Gestern wurde die Station in Kestert im Beisein zahlreicher Vertreter aus dem Bundesministerium für Verkehr und digitale Infrastruktur (BMVI), des Eisenbahnbundesamtes und der Bürgerinitiativen gegen Bahnlärm im Mittelrheintal eingeweiht und von Fachleuten erläutert. Gemessen wird an diesen beiden Stellen, welche Auswirkungen Radformfehler (wie etwa Flachstellen), bei Güterwaggons auf den Lärmpegel haben. „Wir untersuchen, mit welcher Häufigkeit und Intensität Flachstellen auftreten und wie sie sich auswirken“, erklärte Claudia Horn, Abteilungsleiterin Landverkehr beim BMVI, in ihrer Begrüßung.
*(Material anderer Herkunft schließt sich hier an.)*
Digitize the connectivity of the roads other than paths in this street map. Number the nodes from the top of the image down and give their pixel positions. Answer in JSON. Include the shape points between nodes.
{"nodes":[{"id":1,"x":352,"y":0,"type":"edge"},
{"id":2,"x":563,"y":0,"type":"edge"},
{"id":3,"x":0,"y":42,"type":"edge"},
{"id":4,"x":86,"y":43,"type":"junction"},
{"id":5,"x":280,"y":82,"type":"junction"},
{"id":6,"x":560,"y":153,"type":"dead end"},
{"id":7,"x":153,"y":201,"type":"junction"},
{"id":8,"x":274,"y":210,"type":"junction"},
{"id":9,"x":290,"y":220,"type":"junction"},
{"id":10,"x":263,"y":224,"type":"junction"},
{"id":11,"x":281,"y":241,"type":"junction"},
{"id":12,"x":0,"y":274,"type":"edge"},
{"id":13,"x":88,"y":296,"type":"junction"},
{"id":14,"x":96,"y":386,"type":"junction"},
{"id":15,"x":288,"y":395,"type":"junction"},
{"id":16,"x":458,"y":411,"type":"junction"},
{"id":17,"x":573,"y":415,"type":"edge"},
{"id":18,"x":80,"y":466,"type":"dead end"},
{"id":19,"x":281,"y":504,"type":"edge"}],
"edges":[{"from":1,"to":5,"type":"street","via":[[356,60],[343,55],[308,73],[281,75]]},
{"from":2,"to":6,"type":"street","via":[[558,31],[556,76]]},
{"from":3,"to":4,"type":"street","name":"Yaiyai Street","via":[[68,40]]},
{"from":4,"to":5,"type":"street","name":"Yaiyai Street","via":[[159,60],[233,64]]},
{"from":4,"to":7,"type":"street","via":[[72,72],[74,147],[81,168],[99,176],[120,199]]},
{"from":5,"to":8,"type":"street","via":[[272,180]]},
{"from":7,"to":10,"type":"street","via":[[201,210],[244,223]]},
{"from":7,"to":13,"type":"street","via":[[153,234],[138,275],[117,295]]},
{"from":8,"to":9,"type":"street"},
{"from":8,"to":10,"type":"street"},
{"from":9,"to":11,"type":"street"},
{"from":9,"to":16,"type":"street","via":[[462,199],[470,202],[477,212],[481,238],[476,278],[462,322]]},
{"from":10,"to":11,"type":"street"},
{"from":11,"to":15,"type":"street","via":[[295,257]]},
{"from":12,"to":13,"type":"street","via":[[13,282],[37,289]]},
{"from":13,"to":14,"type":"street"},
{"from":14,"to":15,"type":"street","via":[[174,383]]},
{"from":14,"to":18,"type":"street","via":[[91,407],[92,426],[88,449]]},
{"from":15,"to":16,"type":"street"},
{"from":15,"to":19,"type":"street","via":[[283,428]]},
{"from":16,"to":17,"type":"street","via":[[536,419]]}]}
Ziel sei es vor allem, Daten zu gewinnen, „unser Hauptaugenmerk muss sich auf die Quelle des Bahnlärms und seine Verursacher konzentrieren“, fügte Gerald Hörster, Präsident des Eisenbahnbundesamtes, das die Untersuchung in Auftrag gegeben hat, hinzu.
Die Datenerhebung erfolgt über spezielle Sensoren, die an beiden Messstationen in die Gleisanlagen eingebaut wurden. „Erfasst werden die Geometrie der Radlaufflächen (mögliche Radformfehler) und die achszugehörigen Geräuschimmissionen“, erklärte Sebastian Ibbeken vom Ingenieurbüro Wölfel. „Auf dieser Grundlage erfolgt dann eine Analyse, die gezielt über die Häufigkeit und Intensität auftretender Radformfehler berichtet.“ Darüber hinaus sind auch verschiedene Mikrofone aufgestellt worden, die den Lärmpegel in der Umgebung der Gleise messen. Die Untersuchung läuft von Juli bis Dezember 2015, die ermittelten Daten sollen, so ergab die Nachfrage von Mitgliedern der anwesenden BI gegen Bahnlärm, intern aufgearbeitet und nicht der Öffentlichkeit zugänglich gemacht werden.
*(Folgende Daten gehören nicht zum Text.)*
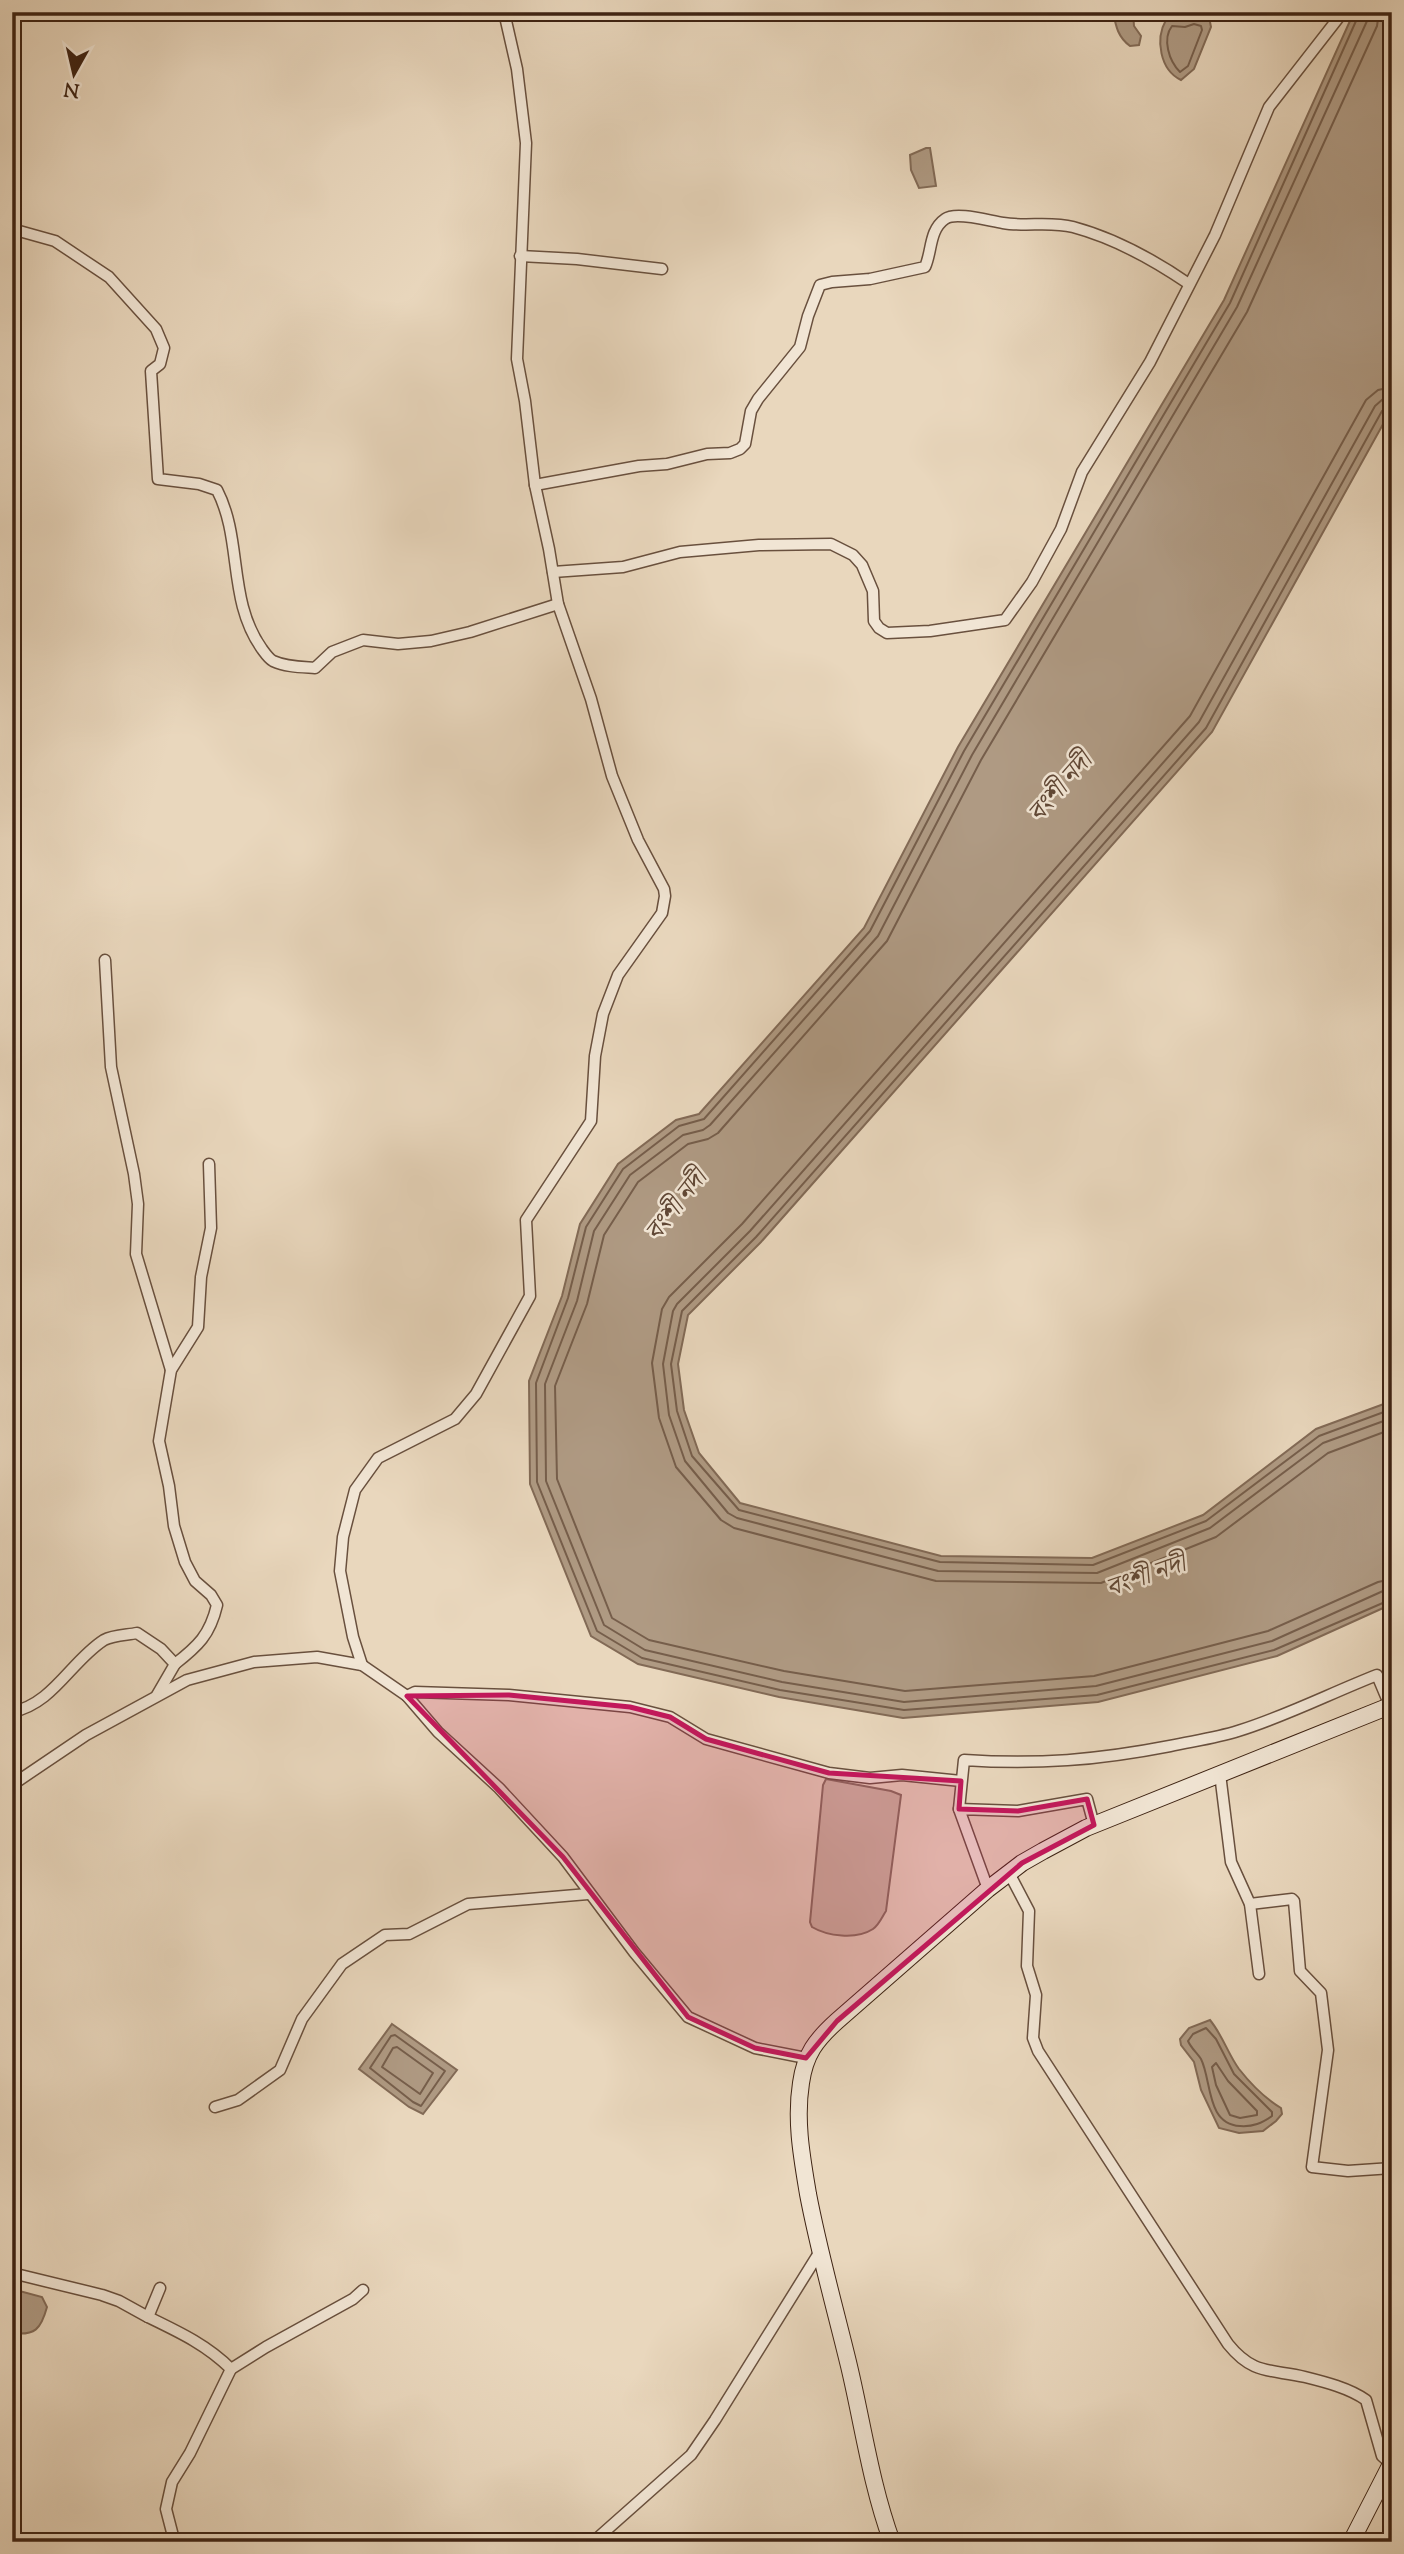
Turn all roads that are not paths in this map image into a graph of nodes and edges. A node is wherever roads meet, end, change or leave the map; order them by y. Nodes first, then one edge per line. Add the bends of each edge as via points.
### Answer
1 (504, 12) edge
2 (1343, 12) edge
3 (12, 229) edge
4 (520, 256) junction
5 (662, 269) dead end
6 (1189, 284) junction
7 (535, 485) junction
8 (553, 572) junction
9 (558, 604) junction
10 (105, 960) dead end
11 (209, 1164) dead end
12 (171, 1370) junction
13 (175, 1664) junction
14 (362, 1665) junction
15 (157, 1695) junction
16 (407, 1696) junction
17 (1391, 1706) edge
18 (12, 1712) edge
19 (1220, 1774) junction
20 (961, 1782) junction
21 (12, 1785) edge
22 (959, 1809) junction
23 (1094, 1825) junction
24 (1009, 1873) junction
25 (988, 1889) junction
26 (588, 1894) junction
27 (1250, 1904) junction
28 (1259, 1974) dead end
29 (806, 2058) junction
30 (215, 2107) dead end
31 (1392, 2168) edge
32 (819, 2253) junction
33 (12, 2273) edge
34 (160, 2288) dead end
35 (363, 2290) dead end
36 (149, 2317) junction
37 (231, 2370) junction
38 (1391, 2463) edge
39 (170, 2542) edge
40 (593, 2542) edge
41 (892, 2542) edge
42 (1351, 2542) edge

1 - 4 street via 526,143
2 - 6 street via 1269,107 1215,235
3 - 9 street via 55,241 110,277 156,329 164,348 160,364 151,371 158,479 217,489 225,506 243,612 270,660 315,668 332,652 363,640 398,644 431,640
4 - 5 street
4 - 7 street via 517,359
6 - 7 street via 1164,266 1072,226 953,216 936,229 925,267 820,285 800,347 758,399 740,449
6 - 8 street via 1150,362 1082,472 1050,551 1005,620 887,633 874,621 873,592 862,565 831,544 680,552 623,567
7 - 8 street
8 - 9 street
9 - 14 street via 612,776 664,888 664,905 618,975 603,1014 591,1122 526,1220 530,1296 476,1394 455,1419 377,1458 355,1490 340,1571
10 - 12 street via 111,1067 138,1204 136,1254
11 - 12 street via 211,1228 201,1277 198,1327
12 - 13 street via 159,1440 174,1526 195,1581 217,1605 213,1623 197,1647
13 - 15 street
13 - 18 street via 137,1633 106,1639 50,1693
14 - 15 street via 317,1657 254,1662 187,1680
14 - 16 street
15 - 21 street
16 - 20 street via 415,1692 509,1695 630,1707 670,1717 706,1739 830,1773
16 - 26 street via 563,1857
17 - 19 street
17 - 20 street via 1377,1675 1250,1727 1211,1738 1055,1763 964,1760
19 - 23 street
19 - 27 street via 1231,1862
20 - 22 street
22 - 23 street via 1018,1811 1087,1799
22 - 25 street
23 - 24 street
24 - 25 street
24 - 38 street via 1029,1911 1027,1966 1035,1995 1033,2038 1096,2141 1239,2358 1260,2370 1356,2393 1366,2400 1382,2456
25 - 29 street via 821,2036
26 - 29 street via 688,2017 755,2048
26 - 30 street via 468,1904 409,1934 385,1935 342,1964 302,2019 280,2070 238,2099
27 - 28 street
27 - 31 street via 1294,1901 1300,1971 1321,1993 1328,2050 1312,2167 1348,2171
29 - 32 street via 798,2132
32 - 40 street via 691,2455
32 - 41 street via 876,2494
33 - 36 street via 102,2295
34 - 36 street
35 - 37 street
36 - 37 street via 188,2335
37 - 39 street via 173,2482 166,2509 173,2536
38 - 42 street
Eine Aussage, die auf Unverständnis stieß. Frank Groß (Bürgernetzwerk Pro Rheintal) sagte, bei diesen sogenannten Flachstellen handele es sich um technische Defekte. Es sei wichtiger, diese zu beheben, als zu untersuchen, ob diese Defekte mehr Lärm verursachen. Es wurde auch gefragt, ob sich mittels der Messanlagen die defekten Waggons erkennen und ermitteln lassen. Das sei noch nicht möglich, teilten die Fachleute mit, deren Vortrag übrigens immer wieder – wenn nicht durch den starken Lärm vorbeifahrender Güterzüge, dann durch laut prasselnden Regen – unterbrochen wurde. Sinn und Zweck der neuen Messstellen wurde – zumindest von einigen Vertretern der BI – stark angezweifelt. Letztlich gehe es aber hier auch um die Ermittlung von Daten, die überregional von Bedeutung sein werden.
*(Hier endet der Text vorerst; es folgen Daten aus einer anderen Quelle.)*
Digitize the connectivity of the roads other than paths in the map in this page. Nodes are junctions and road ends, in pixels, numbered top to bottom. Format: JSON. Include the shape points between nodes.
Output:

Für Georg Speck, Bahnexperte im Mainzer Innenministerium, ist die Untersuchung ein Meilenstein auf dem Weg zur Reduzierung des Bahnlärms. Hans-Josef Kring, Beigeordneter der VG-Loreley betonte, dass man beim Thema Bahnlärm am Ball bleiben müsse, und Willi Pusch (Bürgerinitiative im Mittelrheintal gegen Umweltschäden durch die Bahn) forderte nicht nur, dass es wichtig sei, die Verursacher des Bahnlärms zur Kasse zu bitten, sondern versprühte auch Optimismus: „Wir haben bereits viel erreicht. Die Technik ist da. Wir werden die leisen Züge bekommen, in fünf Jahren ist es soweit. Und dann wird es darum gehen, alternative Verkehrsstrecken auszubauen.“
- Lärmmessungen von Radformfehlern im Mittelrheintal: Das Eisenbahnbundesamt hat die Arbeitsgemeinschaft Wölfel Beratende Ingenieure, die Firma psiacoustic (Österreich) und die DB Systemtechnik mit der Durchführung der Untersuchung beauftragt. Noch bis Dezember dieses Jahres wird in Kestert und Brey entlang der Bahnstrecke exemplarisch untersucht, welche Auswirkungen das Auftreten von Radformfehlern an Zügen auf die Lärmentwicklung hat.